Based on HCV viral load, the assay showed a 100% detection threshold at a viral load of 5.00 log10 IU/mL for the clinical samples tested. This appears to be a rather high threshold level; however, this method may still be useful for the screening or diagnosis of acute HCV-infected individuals, since the HCV viremia is generally higher than 104 IU/mL during acute infection (Glynn et al., 2005), or in chronic HCV-infected individuals with a high viral load. In addition, to ensure the result accuracy, this test should be performed in duplicate or in consecutive order and also interpreted with other laboratory results such as liver function tests.
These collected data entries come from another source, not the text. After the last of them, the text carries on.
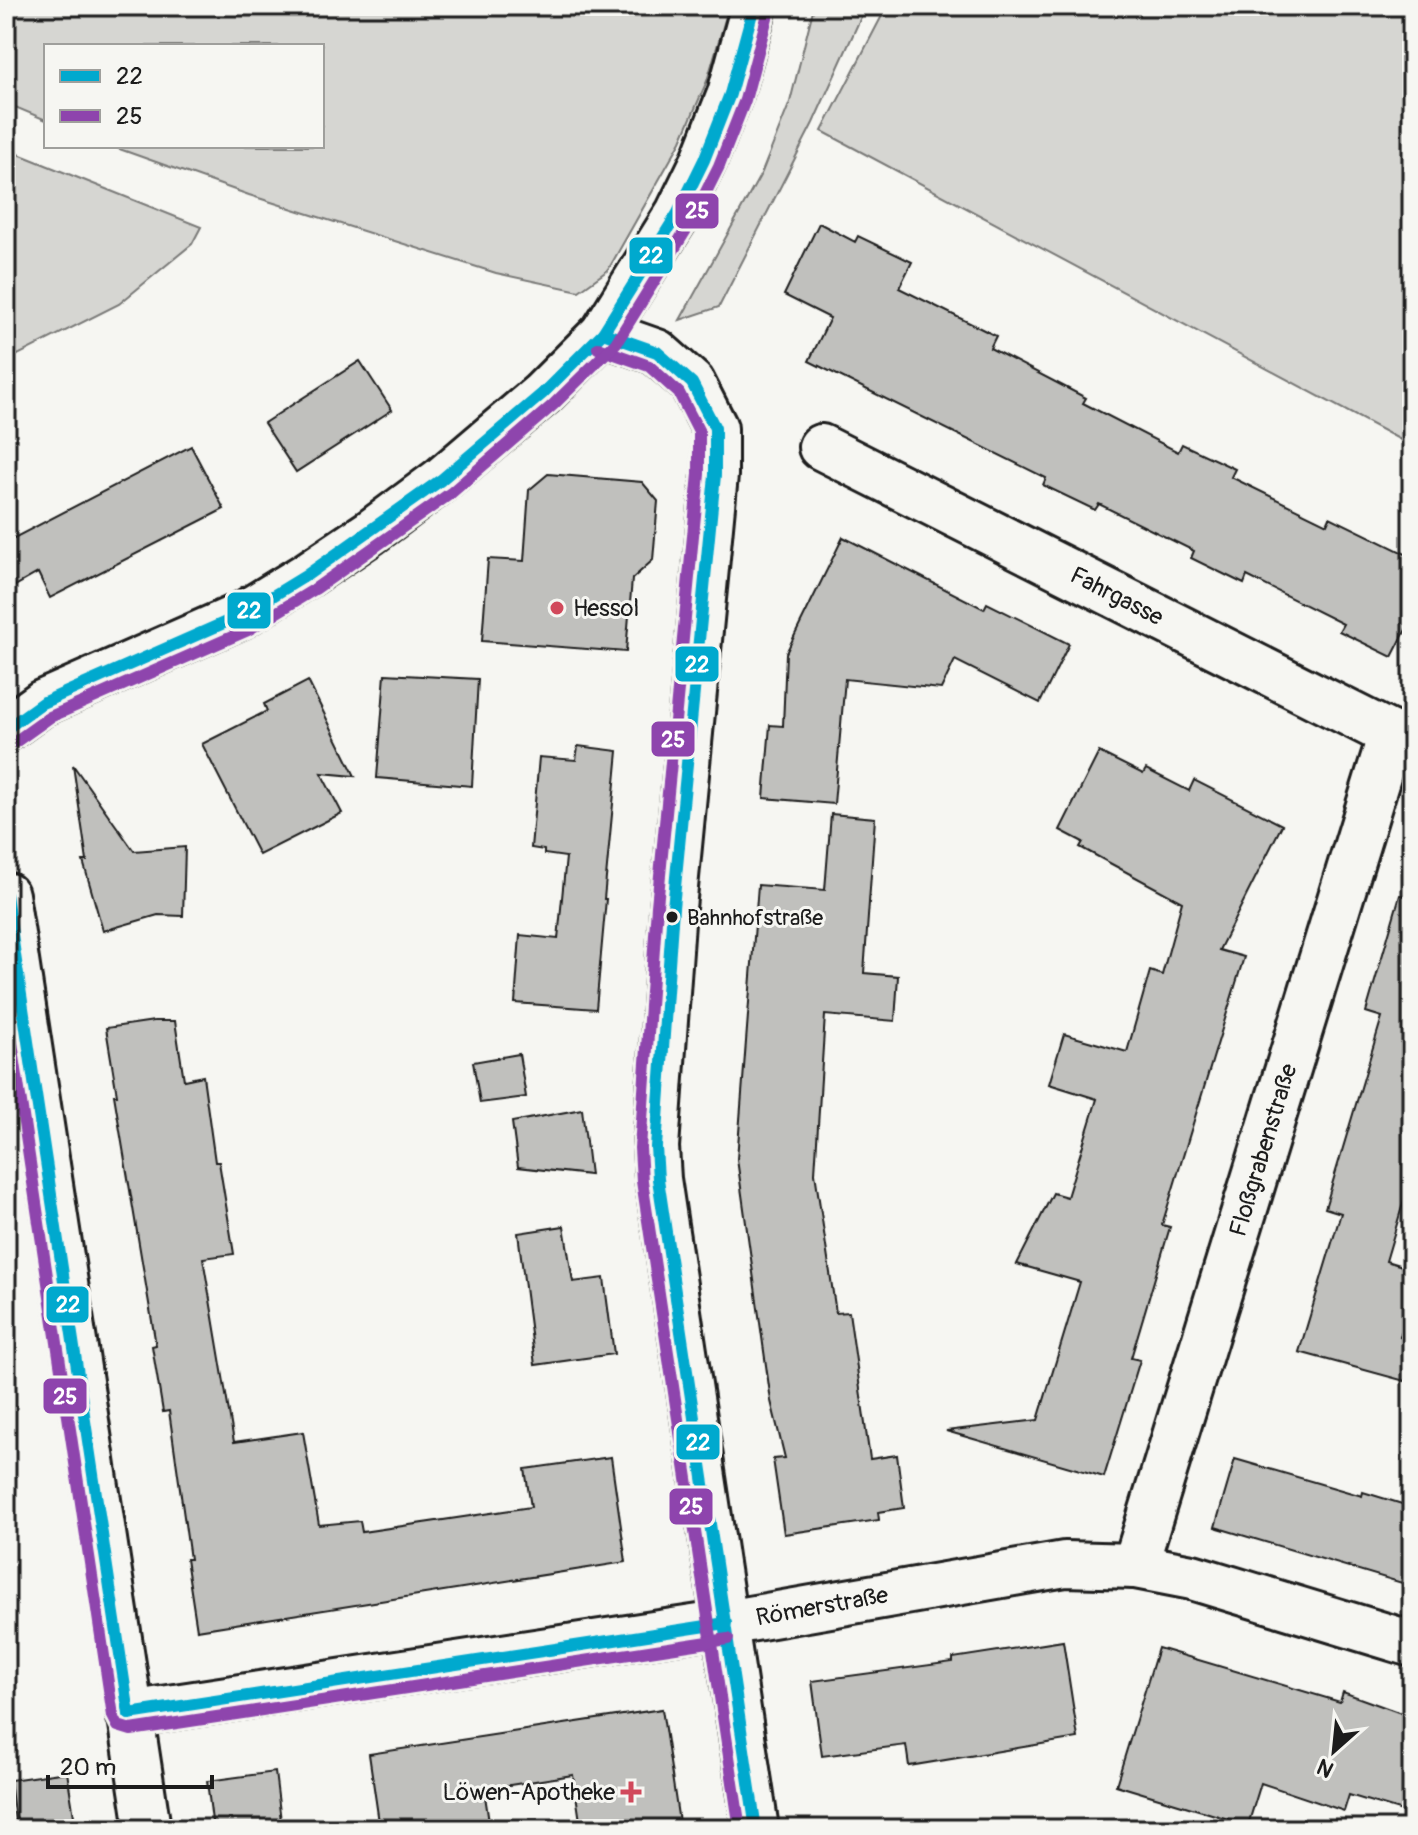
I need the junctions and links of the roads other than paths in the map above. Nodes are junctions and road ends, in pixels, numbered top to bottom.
1 (754, 6) edge
2 (603, 333) junction
3 (821, 447) dead end
4 (6, 729) edge
5 (1401, 739) edge
6 (6, 895) edge
7 (1135, 1566) junction
8 (726, 1623) junction
9 (1412, 1644) edge
10 (129, 1714) junction
11 (148, 1829) edge
12 (756, 1829) edge

1 - 2 street
2 - 4 street
2 - 8 street
3 - 5 street, Fahrgasse
5 - 7 street, Floßgrabenstraße
6 - 10 street
7 - 8 street, Römerstraße
7 - 9 street, Römerstraße
8 - 10 street, Römerstraße
8 - 12 street
10 - 11 street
Although RT-LAMP assays for the detection of HCV have been evaluated in previous studies, most of them used gel electrophoresis or added dye at the end of the reaction, such as SYBR Green I or GelGreen dye, for the detection of the RT-LAMP products (Esfahani et al., 2010; Kargar et al., 2012; Lakshmi et al., 2016; Nyan and Swinson, 2016; Wang et al., 2011; Yang et al., 2011). These methods have several limitations, such as the generation of hazardous waste, high contamination due to opening the reaction tubes, and the need for a UV lamp to interpret the results. In addition, previous studies have needed to add calcein/Mn2+ to visualize the HCV products, but have been performed in a limited number of HCV genotypes (Zhao et al., 2017). HNB has been used to visualize HCV products from an RT-LAMP assay previously, but that study evaluated only 83 samples of HCV genotypes 1–4 in sub-Saharan Africa (Odari, 2017).
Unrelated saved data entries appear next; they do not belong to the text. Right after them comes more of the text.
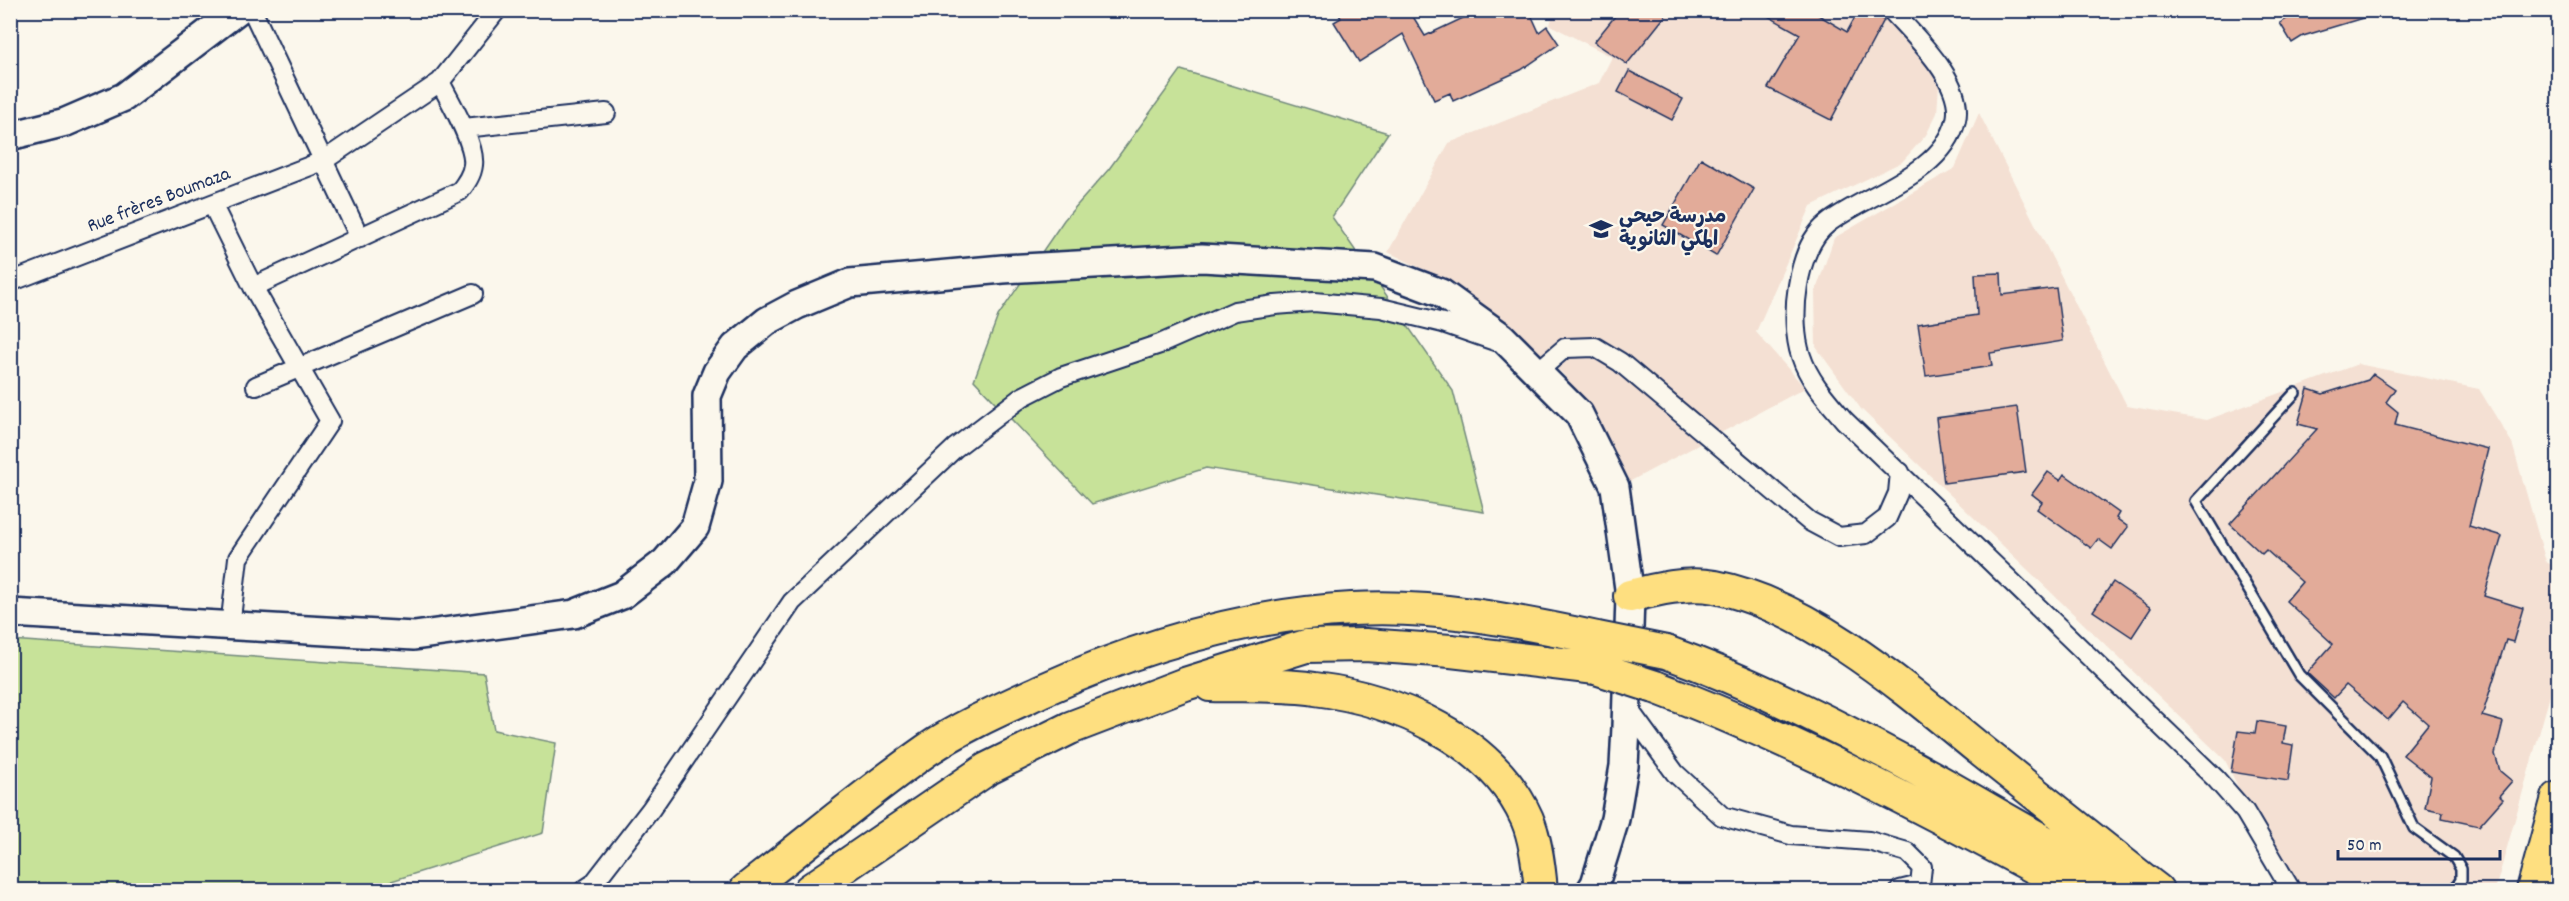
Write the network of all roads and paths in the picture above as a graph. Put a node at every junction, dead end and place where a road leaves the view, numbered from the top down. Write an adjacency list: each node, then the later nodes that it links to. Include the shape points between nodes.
1 (238, 10): 8 (main road, via 124,97 66,122)
2 (252, 10): 9 (street)
3 (497, 10): 5 (street, Rue frères Boumaza)
4 (1891, 10): 20 (street, via 1943,71 1953,92 1956,120 1944,144 1919,170 1826,224 1809,250 1794,315 1801,356 1818,389 1844,420)
5 (440, 82): 7 (street); 9 (street, Rue frères Boumaza)
6 (606, 113): 7 (street)
7 (464, 128): 11 (street, via 474,163 460,191)
8 (10, 136)
9 (323, 161): 10 (street, Rue frères Boumaza); 11 (street)
10 (212, 204): 12 (street, Rue frères Boumaza); 13 (street)
11 (360, 238): 13 (street)
12 (10, 282)
13 (253, 287): 16 (street)
14 (473, 294): 16 (street)
15 (1511, 346): 17 (main road); 23 (main road, via 1441,293 1375,268 1202,258 1003,269 850,283 767,321 729,355 707,396 708,481 695,527 665,562 622,595 574,614 414,636); 27 (street, via 1381,308 1314,302 1275,305 1235,311 1160,344 1061,377 1022,396 955,448 792,602 651,809)
16 (298, 368): 18 (street); 23 (street, via 330,421 238,558)
17 (1537, 372): 20 (street, via 1565,348 1595,347 1620,362 1809,521 1839,537 1866,534 1887,518 1898,493); 21 (main road, via 1579,414 1615,487)
18 (256, 387)
19 (2295, 393): 37 (lane, via 2196,501 2299,675 2380,756 2414,828 2454,857 2461,869 2461,880)
20 (1900, 472): 36 (street, via 2216,779 2245,812)
21 (1630, 596): 25 (main road); 35 (highway, via 1668,586 1713,587 1794,615 1928,707)
22 (10, 613): 23 (main road)
23 (230, 627)
24 (1185, 684): 29 (highway, via 1070,729 987,769); 30 (highway, via 1314,688 1382,703 1420,717 1467,747 1506,783 1527,820); 33 (highway, bridge, via 1306,646 1365,645 1451,651 1596,669 1717,710 1904,797)
25 (1627, 707): 31 (main road, via 1624,766 1615,819); 32 (street, via 1675,773 1722,816 1791,835 1869,841 1907,852 1922,867 1920,885)
26 (2559, 798): 38 (highway)
27 (584, 891)
28 (746, 891): 34 (highway, bridge, via 928,749 1088,669 1156,645 1233,626 1353,609 1420,610 1509,619 1666,652 1796,708 1930,777 2082,864)
29 (810, 891)
30 (1541, 891)
31 (1591, 891)
32 (1900, 891)
33 (2077, 891)
34 (2139, 891)
35 (2157, 891)
36 (2291, 891)
37 (2454, 891)
38 (2532, 891)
This study had some limitations. First, HCV genotypes other than HCV-1, 3, and 6 were not investigated due to the unavailability of samples in our setting. However, in the Southeast Asia region, these are the three predominant genotypes, found in up to 80% of all HCV-infected patients (Messina et al., 2015; Wasitthankasem et al., 2015). Second, the distribution of HCV viral load among all samples validated in this study did not balance; most of the samples were obtained from untreated patients who had a high HCV viral load.
In conclusion, this study evaluated an RT-LAMP assay for the detection of the three predominant genotypes of HCV in Thailand, by observing the reaction color in a single closed tube. It is believed that RT-LAMP will be a useful tool to screen for and diagnose chronic HCV infection in a simple, rapid, and cost-effective manner, especially under conditions where sophisticated and expensive equipment are not available.
Acknowledgements
The research reported in this publication was supported by the Fogarty International Center of the National Institutes of Health under grant number #D43TW009345awarded to the Northern Pacific Global Health Fellows Program. The content is solely the responsibility of the authors and does not necessarily represent the official views of the National Institutes of Health. This work was also supported in part by Chiang Mai University, Thailand. The authors would like to express their gratitude to Nipapan Leetrakul, Blood Bank Section, Maharaj Nakorn Chiangmai Hospital, Chiangmai, Thailand.
Footnotes
Conflict of interest
The authors declare that they have no conflict of interest.
Declaration of Competing Interest
The authors report no declarations of interest.
Ethical approval
Use of these specimens was ethically approved by the Research Institute for Health Sciences Human Experimentation Committee (RIHES HEC), Chiang Mai University (Study code: 14/62).